TASK DETAILS
Wherever the string "grid" occurs in a line of these records, report that line.

GIVEN INFORMATION
== == ==

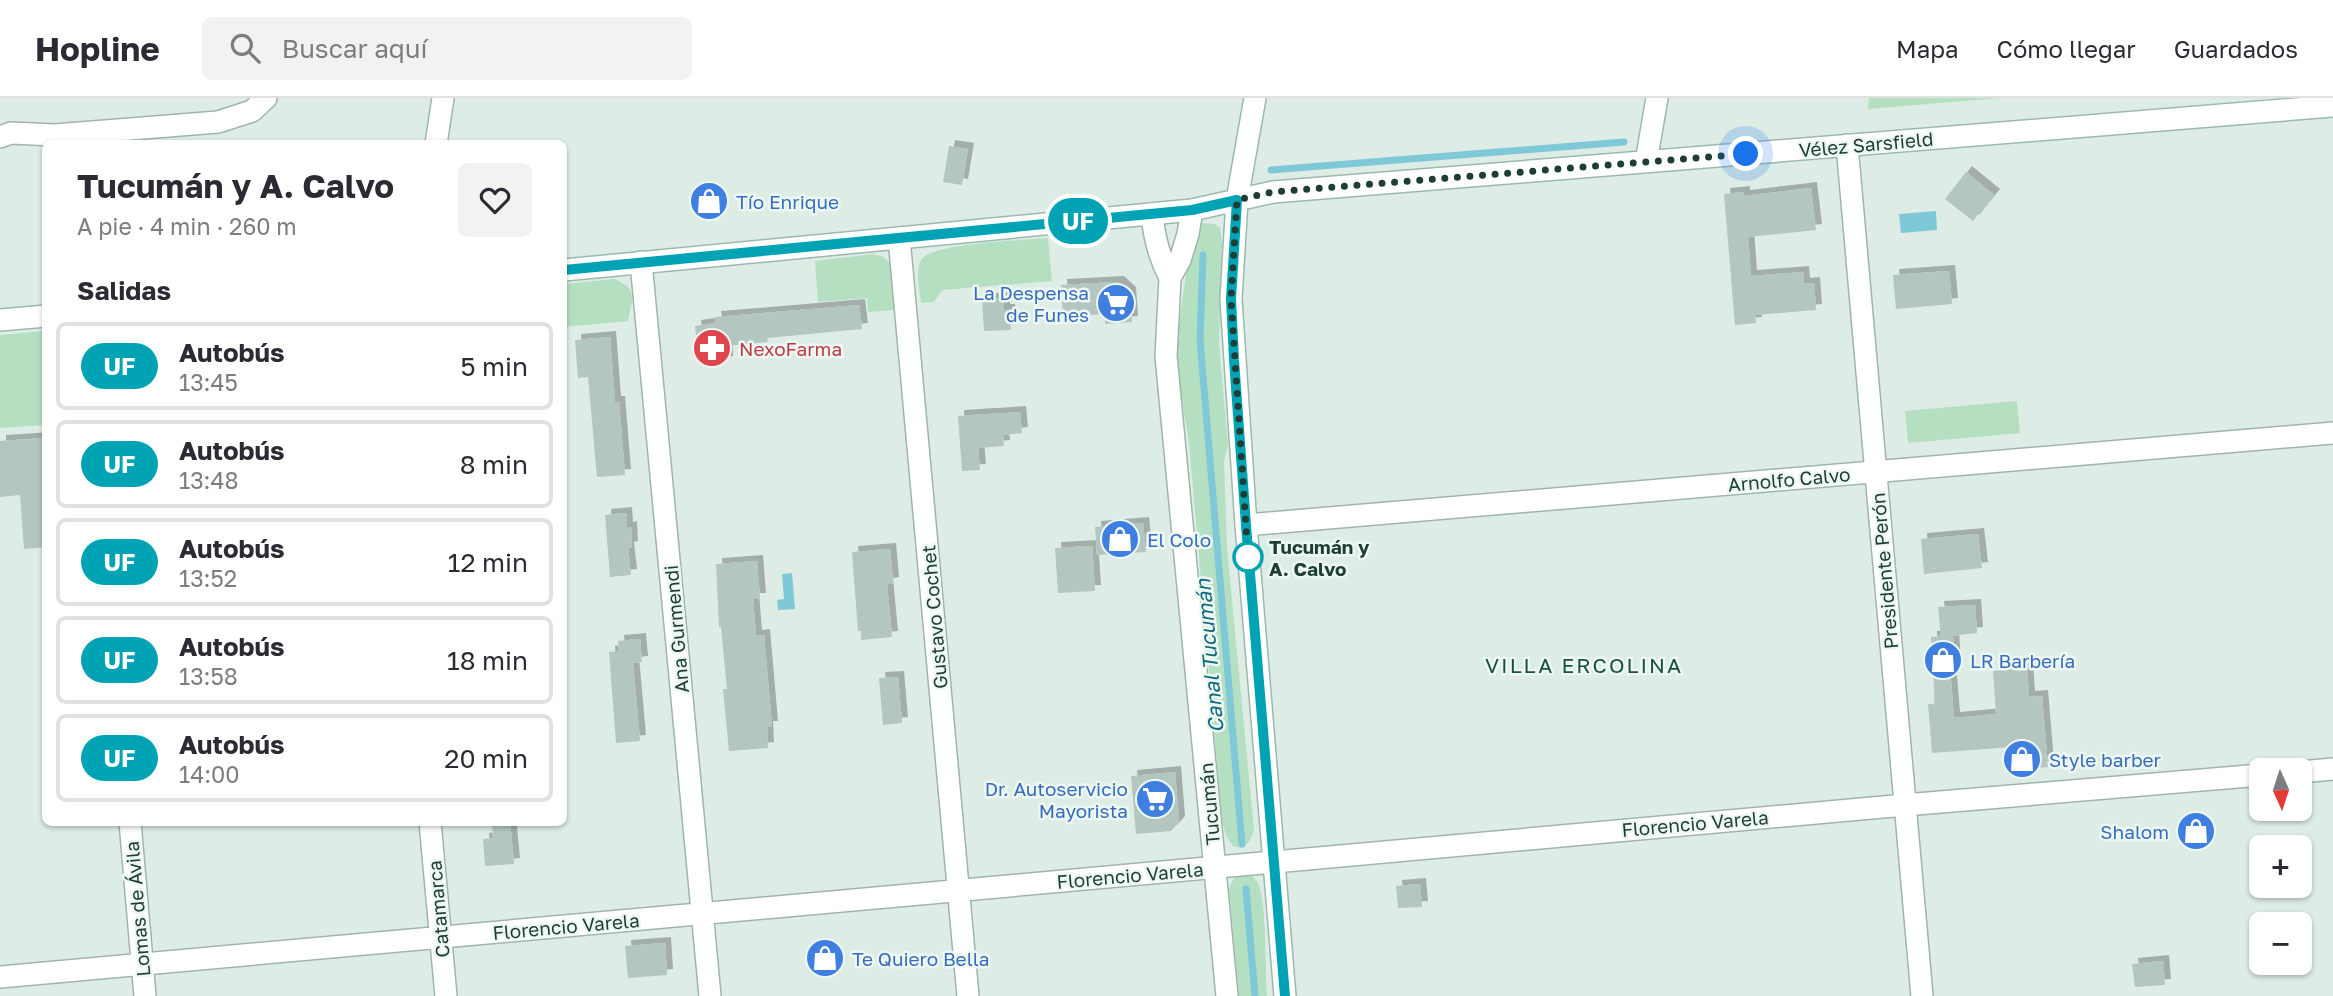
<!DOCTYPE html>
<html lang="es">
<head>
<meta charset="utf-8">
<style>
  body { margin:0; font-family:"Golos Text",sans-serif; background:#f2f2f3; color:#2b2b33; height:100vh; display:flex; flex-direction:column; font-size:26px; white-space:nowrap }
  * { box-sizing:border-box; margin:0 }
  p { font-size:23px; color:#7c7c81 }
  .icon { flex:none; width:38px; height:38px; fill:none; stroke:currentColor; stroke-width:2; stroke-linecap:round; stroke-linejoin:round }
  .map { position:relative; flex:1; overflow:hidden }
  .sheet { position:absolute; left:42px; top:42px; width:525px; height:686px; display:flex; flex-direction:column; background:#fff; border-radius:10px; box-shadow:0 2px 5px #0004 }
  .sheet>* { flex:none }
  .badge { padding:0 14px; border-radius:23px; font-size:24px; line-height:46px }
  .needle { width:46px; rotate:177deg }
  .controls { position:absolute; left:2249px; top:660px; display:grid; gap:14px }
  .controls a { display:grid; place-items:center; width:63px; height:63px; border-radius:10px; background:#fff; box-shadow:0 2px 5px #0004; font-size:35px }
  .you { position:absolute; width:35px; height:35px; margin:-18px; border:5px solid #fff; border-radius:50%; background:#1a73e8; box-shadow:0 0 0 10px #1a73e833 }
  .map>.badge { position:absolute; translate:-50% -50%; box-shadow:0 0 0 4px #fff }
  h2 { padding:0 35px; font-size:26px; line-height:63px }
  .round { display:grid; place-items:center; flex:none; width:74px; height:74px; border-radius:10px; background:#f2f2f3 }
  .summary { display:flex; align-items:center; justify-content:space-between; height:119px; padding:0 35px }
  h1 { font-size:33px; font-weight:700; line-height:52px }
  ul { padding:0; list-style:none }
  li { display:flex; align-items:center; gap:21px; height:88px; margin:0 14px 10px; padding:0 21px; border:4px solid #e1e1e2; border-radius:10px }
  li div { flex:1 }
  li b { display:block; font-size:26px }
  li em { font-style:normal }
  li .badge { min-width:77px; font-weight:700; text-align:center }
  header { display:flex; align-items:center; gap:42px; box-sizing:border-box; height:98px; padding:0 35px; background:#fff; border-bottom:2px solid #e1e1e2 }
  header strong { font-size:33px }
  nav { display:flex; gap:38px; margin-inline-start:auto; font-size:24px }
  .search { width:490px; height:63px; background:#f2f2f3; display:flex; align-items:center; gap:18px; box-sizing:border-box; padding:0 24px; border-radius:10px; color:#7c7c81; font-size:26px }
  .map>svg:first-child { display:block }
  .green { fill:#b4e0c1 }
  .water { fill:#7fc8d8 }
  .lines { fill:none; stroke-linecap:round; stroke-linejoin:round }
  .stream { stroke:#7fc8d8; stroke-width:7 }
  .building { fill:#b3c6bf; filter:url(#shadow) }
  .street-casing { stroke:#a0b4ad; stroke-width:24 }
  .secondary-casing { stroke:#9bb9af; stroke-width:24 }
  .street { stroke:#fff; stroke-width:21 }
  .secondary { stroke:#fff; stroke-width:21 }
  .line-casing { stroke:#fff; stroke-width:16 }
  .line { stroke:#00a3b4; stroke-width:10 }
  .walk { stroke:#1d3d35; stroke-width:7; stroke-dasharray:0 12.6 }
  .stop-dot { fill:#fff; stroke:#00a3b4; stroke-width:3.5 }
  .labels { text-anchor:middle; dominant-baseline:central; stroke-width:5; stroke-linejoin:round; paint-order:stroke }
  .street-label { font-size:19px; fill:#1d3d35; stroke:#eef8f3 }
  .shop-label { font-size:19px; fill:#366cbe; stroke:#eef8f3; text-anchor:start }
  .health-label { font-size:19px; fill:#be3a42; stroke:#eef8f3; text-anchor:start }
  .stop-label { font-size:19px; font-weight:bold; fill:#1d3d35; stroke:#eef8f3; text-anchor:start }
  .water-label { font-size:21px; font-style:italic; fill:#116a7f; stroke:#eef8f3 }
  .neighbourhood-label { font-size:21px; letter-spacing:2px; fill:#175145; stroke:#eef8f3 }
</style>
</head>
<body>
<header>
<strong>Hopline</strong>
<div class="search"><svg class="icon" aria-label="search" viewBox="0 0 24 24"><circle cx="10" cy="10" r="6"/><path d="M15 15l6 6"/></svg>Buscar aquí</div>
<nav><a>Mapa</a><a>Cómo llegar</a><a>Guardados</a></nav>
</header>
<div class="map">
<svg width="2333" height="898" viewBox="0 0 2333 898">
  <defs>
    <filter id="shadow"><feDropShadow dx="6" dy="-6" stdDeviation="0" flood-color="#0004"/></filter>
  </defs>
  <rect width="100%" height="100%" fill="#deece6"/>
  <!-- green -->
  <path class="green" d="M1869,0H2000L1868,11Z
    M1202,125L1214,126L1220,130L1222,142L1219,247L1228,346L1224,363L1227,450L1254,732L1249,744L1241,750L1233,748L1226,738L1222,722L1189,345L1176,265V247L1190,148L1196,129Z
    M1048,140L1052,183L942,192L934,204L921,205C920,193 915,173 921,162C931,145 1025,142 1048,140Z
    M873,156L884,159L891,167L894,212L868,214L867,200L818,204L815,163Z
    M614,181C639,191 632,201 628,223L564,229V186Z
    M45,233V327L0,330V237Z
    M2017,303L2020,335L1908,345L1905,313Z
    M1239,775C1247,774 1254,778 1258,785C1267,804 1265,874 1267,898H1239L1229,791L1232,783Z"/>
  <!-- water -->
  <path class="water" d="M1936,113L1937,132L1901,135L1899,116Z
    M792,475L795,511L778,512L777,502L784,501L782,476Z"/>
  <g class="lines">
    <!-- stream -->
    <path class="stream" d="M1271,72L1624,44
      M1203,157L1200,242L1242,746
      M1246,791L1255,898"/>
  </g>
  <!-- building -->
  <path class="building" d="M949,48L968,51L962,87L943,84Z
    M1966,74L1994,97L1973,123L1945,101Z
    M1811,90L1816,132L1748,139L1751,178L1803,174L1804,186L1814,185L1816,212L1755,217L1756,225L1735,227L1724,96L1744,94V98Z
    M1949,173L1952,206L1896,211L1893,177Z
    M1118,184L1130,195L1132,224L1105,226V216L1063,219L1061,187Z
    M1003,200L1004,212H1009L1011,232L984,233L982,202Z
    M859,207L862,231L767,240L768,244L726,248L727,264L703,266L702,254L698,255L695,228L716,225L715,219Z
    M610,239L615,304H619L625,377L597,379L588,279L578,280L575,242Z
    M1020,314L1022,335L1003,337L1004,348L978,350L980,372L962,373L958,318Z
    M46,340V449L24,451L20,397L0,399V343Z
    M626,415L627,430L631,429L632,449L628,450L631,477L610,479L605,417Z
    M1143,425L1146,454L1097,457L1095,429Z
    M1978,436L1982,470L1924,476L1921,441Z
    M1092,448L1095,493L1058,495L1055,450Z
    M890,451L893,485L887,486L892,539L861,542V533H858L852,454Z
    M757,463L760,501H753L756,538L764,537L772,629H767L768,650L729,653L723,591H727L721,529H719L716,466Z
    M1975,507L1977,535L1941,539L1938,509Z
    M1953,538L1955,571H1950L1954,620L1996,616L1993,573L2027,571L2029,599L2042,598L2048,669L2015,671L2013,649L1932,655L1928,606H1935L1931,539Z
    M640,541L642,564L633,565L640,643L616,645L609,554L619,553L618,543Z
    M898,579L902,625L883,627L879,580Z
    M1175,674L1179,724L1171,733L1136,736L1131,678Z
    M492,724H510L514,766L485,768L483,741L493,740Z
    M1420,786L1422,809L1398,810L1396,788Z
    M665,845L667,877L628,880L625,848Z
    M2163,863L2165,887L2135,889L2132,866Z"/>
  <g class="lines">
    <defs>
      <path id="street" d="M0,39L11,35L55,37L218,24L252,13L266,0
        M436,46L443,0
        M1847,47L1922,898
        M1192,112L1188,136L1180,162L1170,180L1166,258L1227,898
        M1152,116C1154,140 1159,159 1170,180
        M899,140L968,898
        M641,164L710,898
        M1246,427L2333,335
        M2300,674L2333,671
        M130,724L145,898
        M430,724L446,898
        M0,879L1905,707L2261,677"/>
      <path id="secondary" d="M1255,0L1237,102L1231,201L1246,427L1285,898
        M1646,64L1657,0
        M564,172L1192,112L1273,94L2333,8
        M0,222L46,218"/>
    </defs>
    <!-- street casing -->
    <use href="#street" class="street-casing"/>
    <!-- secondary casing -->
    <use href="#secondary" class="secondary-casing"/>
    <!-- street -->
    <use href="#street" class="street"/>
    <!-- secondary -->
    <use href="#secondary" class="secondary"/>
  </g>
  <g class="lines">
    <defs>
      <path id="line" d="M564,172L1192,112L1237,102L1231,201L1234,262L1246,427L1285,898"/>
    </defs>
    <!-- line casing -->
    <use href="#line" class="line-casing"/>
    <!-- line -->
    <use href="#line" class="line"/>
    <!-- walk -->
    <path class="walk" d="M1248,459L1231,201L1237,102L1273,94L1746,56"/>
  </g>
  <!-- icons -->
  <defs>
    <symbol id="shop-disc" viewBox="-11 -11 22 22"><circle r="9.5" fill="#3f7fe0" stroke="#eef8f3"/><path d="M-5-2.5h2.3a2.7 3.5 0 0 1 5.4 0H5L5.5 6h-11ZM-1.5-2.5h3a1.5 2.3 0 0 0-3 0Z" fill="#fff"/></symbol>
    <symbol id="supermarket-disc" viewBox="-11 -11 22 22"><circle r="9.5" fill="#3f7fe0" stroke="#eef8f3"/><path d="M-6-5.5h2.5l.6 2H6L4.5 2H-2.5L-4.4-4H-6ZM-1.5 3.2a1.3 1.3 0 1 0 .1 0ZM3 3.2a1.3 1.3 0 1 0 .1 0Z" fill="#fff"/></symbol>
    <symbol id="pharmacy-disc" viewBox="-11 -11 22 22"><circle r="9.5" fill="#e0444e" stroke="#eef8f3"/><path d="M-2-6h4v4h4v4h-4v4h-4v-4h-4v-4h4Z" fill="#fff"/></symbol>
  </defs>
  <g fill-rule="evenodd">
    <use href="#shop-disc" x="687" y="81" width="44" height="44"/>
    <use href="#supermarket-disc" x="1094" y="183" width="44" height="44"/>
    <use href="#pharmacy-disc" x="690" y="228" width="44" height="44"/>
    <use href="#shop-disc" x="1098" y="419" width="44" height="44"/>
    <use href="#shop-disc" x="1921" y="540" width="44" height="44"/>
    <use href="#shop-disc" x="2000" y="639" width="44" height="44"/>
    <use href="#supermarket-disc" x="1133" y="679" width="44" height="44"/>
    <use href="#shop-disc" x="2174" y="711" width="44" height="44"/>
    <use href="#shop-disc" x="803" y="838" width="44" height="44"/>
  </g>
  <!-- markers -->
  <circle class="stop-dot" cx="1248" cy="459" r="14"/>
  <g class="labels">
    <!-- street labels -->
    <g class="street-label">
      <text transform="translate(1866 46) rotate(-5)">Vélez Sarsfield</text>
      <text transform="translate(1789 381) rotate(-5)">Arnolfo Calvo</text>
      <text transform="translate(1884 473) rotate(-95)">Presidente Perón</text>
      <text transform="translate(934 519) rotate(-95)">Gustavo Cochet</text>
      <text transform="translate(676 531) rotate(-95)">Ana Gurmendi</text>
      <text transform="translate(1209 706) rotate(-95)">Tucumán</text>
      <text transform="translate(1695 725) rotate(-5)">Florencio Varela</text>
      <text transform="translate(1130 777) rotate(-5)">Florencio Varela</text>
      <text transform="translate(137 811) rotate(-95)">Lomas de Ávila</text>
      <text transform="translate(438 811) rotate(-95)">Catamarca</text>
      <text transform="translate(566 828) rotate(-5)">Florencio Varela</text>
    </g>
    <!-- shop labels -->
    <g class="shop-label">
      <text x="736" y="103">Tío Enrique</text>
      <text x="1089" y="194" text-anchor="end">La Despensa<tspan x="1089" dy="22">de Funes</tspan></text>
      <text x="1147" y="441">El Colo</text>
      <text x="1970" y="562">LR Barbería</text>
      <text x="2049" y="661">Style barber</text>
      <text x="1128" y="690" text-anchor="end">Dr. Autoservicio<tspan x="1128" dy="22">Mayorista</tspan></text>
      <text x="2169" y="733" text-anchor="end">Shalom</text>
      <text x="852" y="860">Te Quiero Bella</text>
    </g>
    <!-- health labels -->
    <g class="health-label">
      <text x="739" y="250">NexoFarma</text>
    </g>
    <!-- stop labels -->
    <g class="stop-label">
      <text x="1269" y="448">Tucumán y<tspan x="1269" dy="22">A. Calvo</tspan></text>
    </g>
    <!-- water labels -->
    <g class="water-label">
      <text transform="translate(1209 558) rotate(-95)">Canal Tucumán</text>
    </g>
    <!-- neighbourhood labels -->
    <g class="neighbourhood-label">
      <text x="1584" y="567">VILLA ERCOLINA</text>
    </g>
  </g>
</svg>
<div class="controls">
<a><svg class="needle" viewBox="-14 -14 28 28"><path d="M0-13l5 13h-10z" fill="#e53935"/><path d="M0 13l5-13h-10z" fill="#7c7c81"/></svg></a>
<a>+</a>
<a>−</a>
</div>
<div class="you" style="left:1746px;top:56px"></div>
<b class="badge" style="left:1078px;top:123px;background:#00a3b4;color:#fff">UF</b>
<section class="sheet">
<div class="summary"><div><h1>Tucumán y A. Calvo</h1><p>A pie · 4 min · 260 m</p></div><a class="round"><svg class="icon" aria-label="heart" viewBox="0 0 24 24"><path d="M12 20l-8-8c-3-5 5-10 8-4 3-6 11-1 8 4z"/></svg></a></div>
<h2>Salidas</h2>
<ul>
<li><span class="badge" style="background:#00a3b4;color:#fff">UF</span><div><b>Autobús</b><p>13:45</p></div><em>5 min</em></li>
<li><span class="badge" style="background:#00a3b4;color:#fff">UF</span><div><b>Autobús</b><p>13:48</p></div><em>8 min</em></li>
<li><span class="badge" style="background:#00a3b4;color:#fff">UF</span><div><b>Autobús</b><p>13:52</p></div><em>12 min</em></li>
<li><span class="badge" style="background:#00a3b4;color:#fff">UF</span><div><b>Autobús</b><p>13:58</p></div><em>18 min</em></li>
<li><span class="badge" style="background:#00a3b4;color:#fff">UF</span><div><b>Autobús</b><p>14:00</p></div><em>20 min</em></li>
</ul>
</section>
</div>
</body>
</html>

== == ==

WRITTEN SOLUTION
  .controls { position:absolute; left:2249px; top:660px; display:grid; gap:14px }
  .controls a { display:grid; place-items:center; width:63px; height:63px; border-radius:10px; background:#fff; box-shadow:0 2px 5px #0004; font-size:35px }
  .round { display:grid; place-items:center; flex:none; width:74px; height:74px; border-radius:10px; background:#f2f2f3 }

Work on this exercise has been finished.